== Source data ==
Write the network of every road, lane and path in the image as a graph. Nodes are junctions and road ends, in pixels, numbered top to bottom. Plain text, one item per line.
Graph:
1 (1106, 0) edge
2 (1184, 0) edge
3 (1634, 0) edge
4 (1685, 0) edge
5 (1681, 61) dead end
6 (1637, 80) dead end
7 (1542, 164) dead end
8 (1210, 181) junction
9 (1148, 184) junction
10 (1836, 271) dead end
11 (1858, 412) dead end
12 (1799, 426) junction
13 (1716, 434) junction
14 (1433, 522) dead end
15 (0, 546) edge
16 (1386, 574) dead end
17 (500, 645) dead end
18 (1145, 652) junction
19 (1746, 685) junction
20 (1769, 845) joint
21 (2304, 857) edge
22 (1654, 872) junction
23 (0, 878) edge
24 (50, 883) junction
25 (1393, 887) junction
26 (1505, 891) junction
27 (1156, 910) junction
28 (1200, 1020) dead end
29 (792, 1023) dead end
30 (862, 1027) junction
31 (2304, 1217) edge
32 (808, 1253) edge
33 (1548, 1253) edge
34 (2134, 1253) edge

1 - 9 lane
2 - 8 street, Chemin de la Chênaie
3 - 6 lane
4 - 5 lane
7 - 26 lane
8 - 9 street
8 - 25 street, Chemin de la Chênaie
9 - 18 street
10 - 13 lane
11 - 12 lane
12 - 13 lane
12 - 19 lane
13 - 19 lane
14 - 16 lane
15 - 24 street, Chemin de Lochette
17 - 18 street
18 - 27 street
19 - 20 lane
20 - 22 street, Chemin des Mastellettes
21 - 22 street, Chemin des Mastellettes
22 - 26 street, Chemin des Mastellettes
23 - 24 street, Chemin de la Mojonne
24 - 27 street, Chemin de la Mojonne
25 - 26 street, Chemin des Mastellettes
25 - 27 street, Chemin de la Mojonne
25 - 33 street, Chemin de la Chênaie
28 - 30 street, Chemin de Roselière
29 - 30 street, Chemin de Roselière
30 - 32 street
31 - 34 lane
===
Assignment:
Your answer should be only the number of lines in the entries above that hold the string "Chênaie".

Result of the exercise:
3